The scoring matrix used for scoring alignments.

Type:

ScoringMatrix

New in version 0.4.0: The scoring_matrix attribute.

__init__(*, threads=0, guide_tree='sl', tree_heuristic=None, n_refinements=100, keep_duplicates=False, refine=None, scoring_matrix=None, medoid_threshold=0, medoid_seeds=100, medoid_sample=2000, medoid_evaluations=1, cluster_fraction=0.1, cluster_iters=2)#

Create a new aligner with the given configuration.

Keyword Arguments:
  • threads (int) – The number of threads to use for parallel computations. If 0 given (the default), use os.cpu_count to spawn one thread per CPU on the host machine.

  • guide_tree (str) – The method for building the guide tree. Supported values are: sl for MST+Prim single linkage, slink for SLINK single linkage, upgma for UPGMA, nj for neighbour joining.

  • tree_heuristic (str or None) – The heuristic to use for constructing the tree. Supported values are: medoid for medoid trees, part for part trees, or None to disable heuristics.

  • n_refinements (int) – The number of refinement iterations to run.

  • keep_duplicates (bool) – Set to True to avoid discarding duplicate sequences before building trees or alignments.

  • refine (bool or None) – Set to True to force refinement, False to disable refinement, or leave as None to disable refinement automatically for sets of more than 1000 sequences.

  • scoring_matrix (ScoringMatrix or str) – The scoring matrix to use for scoring alignments. By default, the PFAMSUM43 matrix is used, like in the C++ FAMSA implementation since v2.3.0.

  • medoid_threshold (int) – The minimum number of sequences a set must contain for medoid trees to be used, if enabled with tree_heuristic.

  • medoid_seeds (int) – The number of trees to select for seeding the medoid trees with PartTree.

  • medoid_sample (int) – The number of sequences to use to perform clustering.

  • medoid_evaluations (int) – The number of evaluations to perform while building the medoid trees.

  • cluster_fraction (float) – The fraction of data points to select to estimate a guide tree with the PartTree algorithm.

  • cluster_iters (int) – The number of iterations to identify starting nodes while estimating a guide tree with the PartTree algorithm.

New in version 0.4.0: The scoring_matrix argument.

Changed in version 0.6.0: Default scoring_matrix changed from MIQS to PFASUM43.
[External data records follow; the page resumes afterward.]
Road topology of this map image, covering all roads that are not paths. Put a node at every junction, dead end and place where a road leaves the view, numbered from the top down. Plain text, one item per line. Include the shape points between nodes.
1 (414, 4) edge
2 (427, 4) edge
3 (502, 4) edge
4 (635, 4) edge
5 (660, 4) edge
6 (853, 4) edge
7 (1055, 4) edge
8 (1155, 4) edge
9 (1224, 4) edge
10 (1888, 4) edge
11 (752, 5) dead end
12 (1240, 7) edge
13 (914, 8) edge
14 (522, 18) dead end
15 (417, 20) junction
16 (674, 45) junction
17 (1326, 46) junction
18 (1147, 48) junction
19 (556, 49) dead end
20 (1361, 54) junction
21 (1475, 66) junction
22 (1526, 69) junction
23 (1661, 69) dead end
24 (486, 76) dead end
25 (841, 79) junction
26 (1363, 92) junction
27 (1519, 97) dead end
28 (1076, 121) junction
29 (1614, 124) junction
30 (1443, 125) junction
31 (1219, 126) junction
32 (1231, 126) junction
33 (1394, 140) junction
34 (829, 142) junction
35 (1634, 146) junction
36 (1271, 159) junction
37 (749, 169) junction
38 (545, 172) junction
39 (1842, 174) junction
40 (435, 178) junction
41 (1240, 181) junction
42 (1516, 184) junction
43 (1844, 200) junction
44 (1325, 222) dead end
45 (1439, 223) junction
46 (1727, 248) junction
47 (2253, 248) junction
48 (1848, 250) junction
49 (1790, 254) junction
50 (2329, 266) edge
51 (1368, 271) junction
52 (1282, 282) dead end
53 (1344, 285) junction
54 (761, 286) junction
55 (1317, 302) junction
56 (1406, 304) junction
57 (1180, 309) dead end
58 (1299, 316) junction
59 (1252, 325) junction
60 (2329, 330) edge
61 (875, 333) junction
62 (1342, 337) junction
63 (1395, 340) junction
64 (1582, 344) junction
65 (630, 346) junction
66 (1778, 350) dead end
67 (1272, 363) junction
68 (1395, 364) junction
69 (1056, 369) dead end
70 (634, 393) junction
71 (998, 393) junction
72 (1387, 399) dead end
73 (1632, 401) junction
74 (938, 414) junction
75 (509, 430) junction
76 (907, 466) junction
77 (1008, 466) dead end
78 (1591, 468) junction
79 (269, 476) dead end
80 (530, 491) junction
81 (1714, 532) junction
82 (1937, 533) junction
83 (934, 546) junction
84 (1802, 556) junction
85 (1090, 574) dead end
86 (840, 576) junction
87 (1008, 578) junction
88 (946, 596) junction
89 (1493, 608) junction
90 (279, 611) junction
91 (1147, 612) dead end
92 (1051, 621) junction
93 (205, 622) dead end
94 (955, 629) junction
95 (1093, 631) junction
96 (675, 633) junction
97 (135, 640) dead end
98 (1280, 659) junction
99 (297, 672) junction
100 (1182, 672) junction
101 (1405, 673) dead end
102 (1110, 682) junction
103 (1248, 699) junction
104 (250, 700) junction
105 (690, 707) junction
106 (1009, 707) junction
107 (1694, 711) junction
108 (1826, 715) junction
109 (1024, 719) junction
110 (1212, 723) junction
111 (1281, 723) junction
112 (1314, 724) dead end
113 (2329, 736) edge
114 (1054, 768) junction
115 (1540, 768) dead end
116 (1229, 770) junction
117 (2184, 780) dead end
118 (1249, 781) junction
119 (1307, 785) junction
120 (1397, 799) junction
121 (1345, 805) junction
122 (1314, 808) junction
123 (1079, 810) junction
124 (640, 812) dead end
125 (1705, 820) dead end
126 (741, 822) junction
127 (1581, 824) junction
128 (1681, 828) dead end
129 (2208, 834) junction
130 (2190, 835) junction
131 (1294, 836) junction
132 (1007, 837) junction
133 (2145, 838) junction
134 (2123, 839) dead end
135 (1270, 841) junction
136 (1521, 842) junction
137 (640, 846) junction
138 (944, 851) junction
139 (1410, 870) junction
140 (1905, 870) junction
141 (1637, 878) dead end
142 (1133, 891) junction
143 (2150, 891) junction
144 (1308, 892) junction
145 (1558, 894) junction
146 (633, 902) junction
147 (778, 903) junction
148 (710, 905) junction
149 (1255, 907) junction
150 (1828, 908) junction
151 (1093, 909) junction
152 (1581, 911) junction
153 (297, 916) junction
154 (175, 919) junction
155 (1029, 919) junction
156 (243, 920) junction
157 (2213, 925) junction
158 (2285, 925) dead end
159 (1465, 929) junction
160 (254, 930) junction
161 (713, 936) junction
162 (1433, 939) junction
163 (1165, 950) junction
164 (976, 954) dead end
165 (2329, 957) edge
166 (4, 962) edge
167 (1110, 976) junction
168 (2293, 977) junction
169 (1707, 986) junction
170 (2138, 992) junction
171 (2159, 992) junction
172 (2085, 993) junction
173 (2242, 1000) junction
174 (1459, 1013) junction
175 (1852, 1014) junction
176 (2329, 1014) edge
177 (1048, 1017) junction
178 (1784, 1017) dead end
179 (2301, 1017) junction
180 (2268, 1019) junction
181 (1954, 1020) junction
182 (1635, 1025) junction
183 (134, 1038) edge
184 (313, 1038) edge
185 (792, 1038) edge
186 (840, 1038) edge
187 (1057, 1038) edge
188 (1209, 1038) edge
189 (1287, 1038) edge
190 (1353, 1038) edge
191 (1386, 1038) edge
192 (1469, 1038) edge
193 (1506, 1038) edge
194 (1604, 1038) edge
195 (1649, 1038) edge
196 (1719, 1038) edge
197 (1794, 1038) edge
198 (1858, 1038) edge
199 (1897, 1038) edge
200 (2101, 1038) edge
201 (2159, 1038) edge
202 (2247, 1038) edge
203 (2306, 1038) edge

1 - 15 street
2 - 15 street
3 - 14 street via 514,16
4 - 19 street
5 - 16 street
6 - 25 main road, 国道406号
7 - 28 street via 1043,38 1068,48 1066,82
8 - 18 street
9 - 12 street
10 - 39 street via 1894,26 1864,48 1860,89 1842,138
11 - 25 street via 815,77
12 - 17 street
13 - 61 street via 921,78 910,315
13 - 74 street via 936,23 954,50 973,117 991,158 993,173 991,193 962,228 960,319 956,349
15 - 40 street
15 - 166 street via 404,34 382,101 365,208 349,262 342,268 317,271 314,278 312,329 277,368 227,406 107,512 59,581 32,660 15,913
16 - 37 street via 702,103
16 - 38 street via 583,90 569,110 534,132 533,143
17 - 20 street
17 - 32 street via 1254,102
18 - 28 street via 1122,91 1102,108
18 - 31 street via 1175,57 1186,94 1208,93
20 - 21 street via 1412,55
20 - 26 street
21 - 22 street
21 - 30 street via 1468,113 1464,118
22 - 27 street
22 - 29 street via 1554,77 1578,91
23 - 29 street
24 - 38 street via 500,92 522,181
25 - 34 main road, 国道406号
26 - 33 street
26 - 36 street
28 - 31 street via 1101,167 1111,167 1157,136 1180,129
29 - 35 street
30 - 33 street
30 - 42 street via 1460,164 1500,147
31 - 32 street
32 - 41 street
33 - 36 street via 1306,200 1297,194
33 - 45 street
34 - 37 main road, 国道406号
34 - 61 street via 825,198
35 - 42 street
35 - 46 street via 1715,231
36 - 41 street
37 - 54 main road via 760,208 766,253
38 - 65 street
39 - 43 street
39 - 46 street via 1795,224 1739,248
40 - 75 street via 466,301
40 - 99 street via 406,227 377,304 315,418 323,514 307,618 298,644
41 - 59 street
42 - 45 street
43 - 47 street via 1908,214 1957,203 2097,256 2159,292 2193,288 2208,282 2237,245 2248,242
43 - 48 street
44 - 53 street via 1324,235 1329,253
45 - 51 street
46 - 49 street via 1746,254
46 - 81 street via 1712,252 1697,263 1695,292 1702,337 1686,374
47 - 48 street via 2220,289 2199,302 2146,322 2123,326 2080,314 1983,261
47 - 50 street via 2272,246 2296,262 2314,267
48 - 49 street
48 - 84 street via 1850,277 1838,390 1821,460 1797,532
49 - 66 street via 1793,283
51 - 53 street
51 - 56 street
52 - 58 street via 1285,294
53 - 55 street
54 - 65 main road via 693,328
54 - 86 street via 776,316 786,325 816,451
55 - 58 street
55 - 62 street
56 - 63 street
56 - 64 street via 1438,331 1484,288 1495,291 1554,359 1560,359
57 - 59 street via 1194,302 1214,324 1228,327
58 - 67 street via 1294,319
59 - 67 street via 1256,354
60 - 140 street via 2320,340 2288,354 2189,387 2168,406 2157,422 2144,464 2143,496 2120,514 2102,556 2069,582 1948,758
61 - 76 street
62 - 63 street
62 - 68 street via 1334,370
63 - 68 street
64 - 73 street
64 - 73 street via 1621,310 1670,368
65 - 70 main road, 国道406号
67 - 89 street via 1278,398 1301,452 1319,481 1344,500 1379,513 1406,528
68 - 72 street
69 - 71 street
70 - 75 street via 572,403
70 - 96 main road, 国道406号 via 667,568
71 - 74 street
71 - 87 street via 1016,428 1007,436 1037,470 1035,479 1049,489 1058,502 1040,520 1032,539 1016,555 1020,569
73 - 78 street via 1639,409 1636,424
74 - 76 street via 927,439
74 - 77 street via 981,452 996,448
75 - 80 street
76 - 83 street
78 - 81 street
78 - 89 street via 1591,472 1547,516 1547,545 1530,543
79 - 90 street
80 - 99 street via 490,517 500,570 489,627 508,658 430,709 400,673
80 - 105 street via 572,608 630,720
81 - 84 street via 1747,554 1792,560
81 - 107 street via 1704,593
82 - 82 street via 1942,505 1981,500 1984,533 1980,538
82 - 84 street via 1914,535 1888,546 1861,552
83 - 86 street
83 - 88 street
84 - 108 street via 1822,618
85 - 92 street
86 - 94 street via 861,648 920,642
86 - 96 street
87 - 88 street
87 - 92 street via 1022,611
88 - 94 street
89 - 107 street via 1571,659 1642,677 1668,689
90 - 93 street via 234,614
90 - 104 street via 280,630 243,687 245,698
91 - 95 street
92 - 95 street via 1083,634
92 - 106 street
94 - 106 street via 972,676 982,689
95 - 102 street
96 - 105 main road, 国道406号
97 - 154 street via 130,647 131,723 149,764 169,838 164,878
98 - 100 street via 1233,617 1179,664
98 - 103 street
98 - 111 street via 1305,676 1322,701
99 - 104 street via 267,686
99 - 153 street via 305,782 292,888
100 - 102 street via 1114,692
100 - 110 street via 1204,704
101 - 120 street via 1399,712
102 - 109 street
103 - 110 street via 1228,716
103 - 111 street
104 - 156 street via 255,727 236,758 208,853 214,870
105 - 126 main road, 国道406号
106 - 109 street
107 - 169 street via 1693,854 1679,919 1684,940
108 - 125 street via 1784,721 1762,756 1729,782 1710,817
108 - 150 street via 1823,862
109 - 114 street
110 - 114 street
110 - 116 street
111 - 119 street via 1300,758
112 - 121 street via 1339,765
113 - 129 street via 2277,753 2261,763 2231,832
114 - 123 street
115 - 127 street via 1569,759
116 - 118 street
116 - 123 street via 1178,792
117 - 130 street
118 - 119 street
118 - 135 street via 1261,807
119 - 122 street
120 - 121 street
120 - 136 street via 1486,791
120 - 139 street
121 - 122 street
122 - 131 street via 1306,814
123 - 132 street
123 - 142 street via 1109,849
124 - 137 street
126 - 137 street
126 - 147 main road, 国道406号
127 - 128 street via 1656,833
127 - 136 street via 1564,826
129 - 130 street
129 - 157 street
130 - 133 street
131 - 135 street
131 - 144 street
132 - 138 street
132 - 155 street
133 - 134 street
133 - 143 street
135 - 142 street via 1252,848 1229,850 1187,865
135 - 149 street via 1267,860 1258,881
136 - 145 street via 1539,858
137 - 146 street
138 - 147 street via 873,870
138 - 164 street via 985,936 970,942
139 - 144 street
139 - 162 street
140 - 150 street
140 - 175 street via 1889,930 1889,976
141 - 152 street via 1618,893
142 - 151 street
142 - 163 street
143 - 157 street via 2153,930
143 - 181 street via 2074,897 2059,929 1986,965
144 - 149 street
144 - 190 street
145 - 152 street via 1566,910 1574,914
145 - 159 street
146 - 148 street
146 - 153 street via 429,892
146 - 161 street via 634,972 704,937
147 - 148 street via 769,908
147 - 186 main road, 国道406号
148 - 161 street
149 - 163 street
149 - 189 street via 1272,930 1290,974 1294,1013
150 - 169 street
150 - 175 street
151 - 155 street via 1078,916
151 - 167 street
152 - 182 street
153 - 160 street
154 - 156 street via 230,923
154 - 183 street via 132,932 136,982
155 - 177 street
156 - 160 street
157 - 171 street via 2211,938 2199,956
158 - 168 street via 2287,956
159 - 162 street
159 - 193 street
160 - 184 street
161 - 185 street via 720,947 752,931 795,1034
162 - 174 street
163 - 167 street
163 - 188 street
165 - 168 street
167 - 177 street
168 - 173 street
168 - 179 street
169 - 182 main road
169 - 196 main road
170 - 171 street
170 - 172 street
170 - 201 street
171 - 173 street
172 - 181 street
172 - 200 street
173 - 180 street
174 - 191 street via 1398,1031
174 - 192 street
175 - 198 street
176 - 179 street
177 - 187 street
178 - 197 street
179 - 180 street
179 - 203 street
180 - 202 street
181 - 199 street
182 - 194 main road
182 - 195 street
Changed in version 0.6.1: scoring_matrix supports alphabets subsets of FAMSA_ALPHABET.

New in version 0.7.0: The medoid_seeds, medoid_sample, medoid_evaluations, cluster_fraction and cluster_iters arguments.

align(sequences)#

Align sequences together.

Example

>>> aligner = Aligner()
>>> seqs = [Sequence(b't1', b'MMYK'), Sequence(b't2', b'MYKLP')]
>>> ali = aligner.align(seqs)
>>> list(ali)
[GappedSequence(b't1', b'MMYK--'), GappedSequence(b't2', b'-MYKLP')]
Parameters:

sequences (iterable of Sequence) – An iterable yielding the digitized sequences to align.

Returns:

Alignment – The aligned sequences, in aligned format.

Raises:

Changed in version 0.6.1: Sequences are now checked against the scoring_matrix alphabet.

align_profiles(profile1, profile2)#

Align two profiles together.

Profile-profile alignment computes a new alignment using sequences from the two input alignments while preserving the columns of each profile.

Parameters:
  • profile1 (Alignment) – The first profile to align.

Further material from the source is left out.